= Your goal =
Your answer must be the full listing, reproduced exactly.

= The data =
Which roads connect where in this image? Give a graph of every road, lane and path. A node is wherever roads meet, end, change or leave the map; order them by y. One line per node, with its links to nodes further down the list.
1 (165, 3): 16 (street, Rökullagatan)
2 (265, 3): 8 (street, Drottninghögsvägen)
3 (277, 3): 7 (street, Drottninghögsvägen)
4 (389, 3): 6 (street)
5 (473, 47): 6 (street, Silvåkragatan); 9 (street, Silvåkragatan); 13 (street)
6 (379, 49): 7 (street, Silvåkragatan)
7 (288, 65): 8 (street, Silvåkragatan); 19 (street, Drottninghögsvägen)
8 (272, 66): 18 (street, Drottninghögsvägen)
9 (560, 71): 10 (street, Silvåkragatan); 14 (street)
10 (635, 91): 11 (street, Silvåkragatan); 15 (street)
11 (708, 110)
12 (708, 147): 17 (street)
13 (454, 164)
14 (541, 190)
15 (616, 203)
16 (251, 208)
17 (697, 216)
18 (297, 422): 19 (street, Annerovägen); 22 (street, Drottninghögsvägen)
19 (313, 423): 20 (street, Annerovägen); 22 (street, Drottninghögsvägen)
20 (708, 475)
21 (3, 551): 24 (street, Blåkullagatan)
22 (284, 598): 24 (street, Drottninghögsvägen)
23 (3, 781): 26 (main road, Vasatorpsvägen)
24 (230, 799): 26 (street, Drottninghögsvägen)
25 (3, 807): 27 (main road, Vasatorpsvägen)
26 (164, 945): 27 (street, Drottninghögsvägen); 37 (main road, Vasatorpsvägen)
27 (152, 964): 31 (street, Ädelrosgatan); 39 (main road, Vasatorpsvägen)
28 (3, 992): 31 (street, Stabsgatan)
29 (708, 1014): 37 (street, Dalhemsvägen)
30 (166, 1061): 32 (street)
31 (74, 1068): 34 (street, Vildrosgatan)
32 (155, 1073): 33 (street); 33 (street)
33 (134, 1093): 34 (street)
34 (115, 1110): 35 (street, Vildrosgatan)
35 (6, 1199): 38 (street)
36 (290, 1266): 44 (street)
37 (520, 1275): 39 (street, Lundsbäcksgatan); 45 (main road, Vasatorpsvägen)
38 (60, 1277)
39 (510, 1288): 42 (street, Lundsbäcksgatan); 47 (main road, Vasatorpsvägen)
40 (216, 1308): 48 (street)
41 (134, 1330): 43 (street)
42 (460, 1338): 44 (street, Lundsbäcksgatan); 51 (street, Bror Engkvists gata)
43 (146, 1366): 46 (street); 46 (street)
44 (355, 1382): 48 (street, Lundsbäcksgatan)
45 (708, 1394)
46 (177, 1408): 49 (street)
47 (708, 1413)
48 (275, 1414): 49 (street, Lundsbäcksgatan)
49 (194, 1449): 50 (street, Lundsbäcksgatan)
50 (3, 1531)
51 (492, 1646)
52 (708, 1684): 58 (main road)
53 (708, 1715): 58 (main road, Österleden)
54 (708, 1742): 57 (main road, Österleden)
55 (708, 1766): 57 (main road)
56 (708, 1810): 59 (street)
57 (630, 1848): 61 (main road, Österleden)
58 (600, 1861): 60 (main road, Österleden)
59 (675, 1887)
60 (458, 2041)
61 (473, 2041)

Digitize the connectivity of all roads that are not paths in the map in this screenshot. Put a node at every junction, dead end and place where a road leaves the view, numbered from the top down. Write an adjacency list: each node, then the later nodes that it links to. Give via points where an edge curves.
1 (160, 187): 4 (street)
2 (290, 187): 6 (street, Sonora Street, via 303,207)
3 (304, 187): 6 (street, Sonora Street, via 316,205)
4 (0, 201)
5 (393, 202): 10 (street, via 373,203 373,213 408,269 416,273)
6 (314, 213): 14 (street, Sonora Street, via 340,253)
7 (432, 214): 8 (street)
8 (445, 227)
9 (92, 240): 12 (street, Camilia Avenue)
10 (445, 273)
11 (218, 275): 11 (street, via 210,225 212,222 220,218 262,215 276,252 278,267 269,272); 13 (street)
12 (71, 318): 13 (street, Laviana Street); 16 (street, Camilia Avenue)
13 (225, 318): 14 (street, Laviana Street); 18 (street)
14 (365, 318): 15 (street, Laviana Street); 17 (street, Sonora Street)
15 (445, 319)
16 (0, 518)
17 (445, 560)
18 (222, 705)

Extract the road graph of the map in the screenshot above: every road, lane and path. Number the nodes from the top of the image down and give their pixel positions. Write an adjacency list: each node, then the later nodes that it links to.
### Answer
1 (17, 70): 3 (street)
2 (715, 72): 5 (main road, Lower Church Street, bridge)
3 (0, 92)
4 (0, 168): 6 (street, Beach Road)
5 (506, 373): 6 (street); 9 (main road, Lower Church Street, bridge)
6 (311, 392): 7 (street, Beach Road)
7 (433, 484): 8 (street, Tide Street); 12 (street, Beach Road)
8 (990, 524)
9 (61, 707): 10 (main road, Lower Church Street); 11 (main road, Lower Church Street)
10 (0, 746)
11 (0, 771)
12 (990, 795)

= Answer space =
Which roads connect where in this image? Give a graph of every road, lane and path. A node is wherever roads meet, end, change or leave the map; order them by y. One line per node, with its links to nodes further down the list.
1 (165, 3): 16 (street, Rökullagatan)
2 (265, 3): 8 (street, Drottninghögsvägen)
3 (277, 3): 7 (street, Drottninghögsvägen)
4 (389, 3): 6 (street)
5 (473, 47): 6 (street, Silvåkragatan); 9 (street, Silvåkragatan); 13 (street)
6 (379, 49): 7 (street, Silvåkragatan)
7 (288, 65): 8 (street, Silvåkragatan); 19 (street, Drottninghögsvägen)
8 (272, 66): 18 (street, Drottninghögsvägen)
9 (560, 71): 10 (street, Silvåkragatan); 14 (street)
10 (635, 91): 11 (street, Silvåkragatan); 15 (street)
11 (708, 110)
12 (708, 147): 17 (street)
13 (454, 164)
14 (541, 190)
15 (616, 203)
16 (251, 208)
17 (697, 216)
18 (297, 422): 19 (street, Annerovägen); 22 (street, Drottninghögsvägen)
19 (313, 423): 20 (street, Annerovägen); 22 (street, Drottninghögsvägen)
20 (708, 475)
21 (3, 551): 24 (street, Blåkullagatan)
22 (284, 598): 24 (street, Drottninghögsvägen)
23 (3, 781): 26 (main road, Vasatorpsvägen)
24 (230, 799): 26 (street, Drottninghögsvägen)
25 (3, 807): 27 (main road, Vasatorpsvägen)
26 (164, 945): 27 (street, Drottninghögsvägen); 37 (main road, Vasatorpsvägen)
27 (152, 964): 31 (street, Ädelrosgatan); 39 (main road, Vasatorpsvägen)
28 (3, 992): 31 (street, Stabsgatan)
29 (708, 1014): 37 (street, Dalhemsvägen)
30 (166, 1061): 32 (street)
31 (74, 1068): 34 (street, Vildrosgatan)
32 (155, 1073): 33 (street); 33 (street)
33 (134, 1093): 34 (street)
34 (115, 1110): 35 (street, Vildrosgatan)
35 (6, 1199): 38 (street)
36 (290, 1266): 44 (street)
37 (520, 1275): 39 (street, Lundsbäcksgatan); 45 (main road, Vasatorpsvägen)
38 (60, 1277)
39 (510, 1288): 42 (street, Lundsbäcksgatan); 47 (main road, Vasatorpsvägen)
40 (216, 1308): 48 (street)
41 (134, 1330): 43 (street)
42 (460, 1338): 44 (street, Lundsbäcksgatan); 51 (street, Bror Engkvists gata)
43 (146, 1366): 46 (street); 46 (street)
44 (355, 1382): 48 (street, Lundsbäcksgatan)
45 (708, 1394)
46 (177, 1408): 49 (street)
47 (708, 1413)
48 (275, 1414): 49 (street, Lundsbäcksgatan)
49 (194, 1449): 50 (street, Lundsbäcksgatan)
50 (3, 1531)
51 (492, 1646)
52 (708, 1684): 58 (main road)
53 (708, 1715): 58 (main road, Österleden)
54 (708, 1742): 57 (main road, Österleden)
55 (708, 1766): 57 (main road)
56 (708, 1810): 59 (street)
57 (630, 1848): 61 (main road, Österleden)
58 (600, 1861): 60 (main road, Österleden)
59 (675, 1887)
60 (458, 2041)
61 (473, 2041)

Digitize the connectivity of all roads that are not paths in the map in this screenshot. Put a node at every junction, dead end and place where a road leaves the view, numbered from the top down. Write an adjacency list: each node, then the later nodes that it links to. Give via points where an edge curves.
1 (160, 187): 4 (street)
2 (290, 187): 6 (street, Sonora Street, via 303,207)
3 (304, 187): 6 (street, Sonora Street, via 316,205)
4 (0, 201)
5 (393, 202): 10 (street, via 373,203 373,213 408,269 416,273)
6 (314, 213): 14 (street, Sonora Street, via 340,253)
7 (432, 214): 8 (street)
8 (445, 227)
9 (92, 240): 12 (street, Camilia Avenue)
10 (445, 273)
11 (218, 275): 11 (street, via 210,225 212,222 220,218 262,215 276,252 278,267 269,272); 13 (street)
12 (71, 318): 13 (street, Laviana Street); 16 (street, Camilia Avenue)
13 (225, 318): 14 (street, Laviana Street); 18 (street)
14 (365, 318): 15 (street, Laviana Street); 17 (street, Sonora Street)
15 (445, 319)
16 (0, 518)
17 (445, 560)
18 (222, 705)

Extract the road graph of the map in the screenshot above: every road, lane and path. Number the nodes from the top of the image down and give their pixel positions. Write an adjacency list: each node, then the later nodes that it links to.
### Answer
1 (17, 70): 3 (street)
2 (715, 72): 5 (main road, Lower Church Street, bridge)
3 (0, 92)
4 (0, 168): 6 (street, Beach Road)
5 (506, 373): 6 (street); 9 (main road, Lower Church Street, bridge)
6 (311, 392): 7 (street, Beach Road)
7 (433, 484): 8 (street, Tide Street); 12 (street, Beach Road)
8 (990, 524)
9 (61, 707): 10 (main road, Lower Church Street); 11 (main road, Lower Church Street)
10 (0, 746)
11 (0, 771)
12 (990, 795)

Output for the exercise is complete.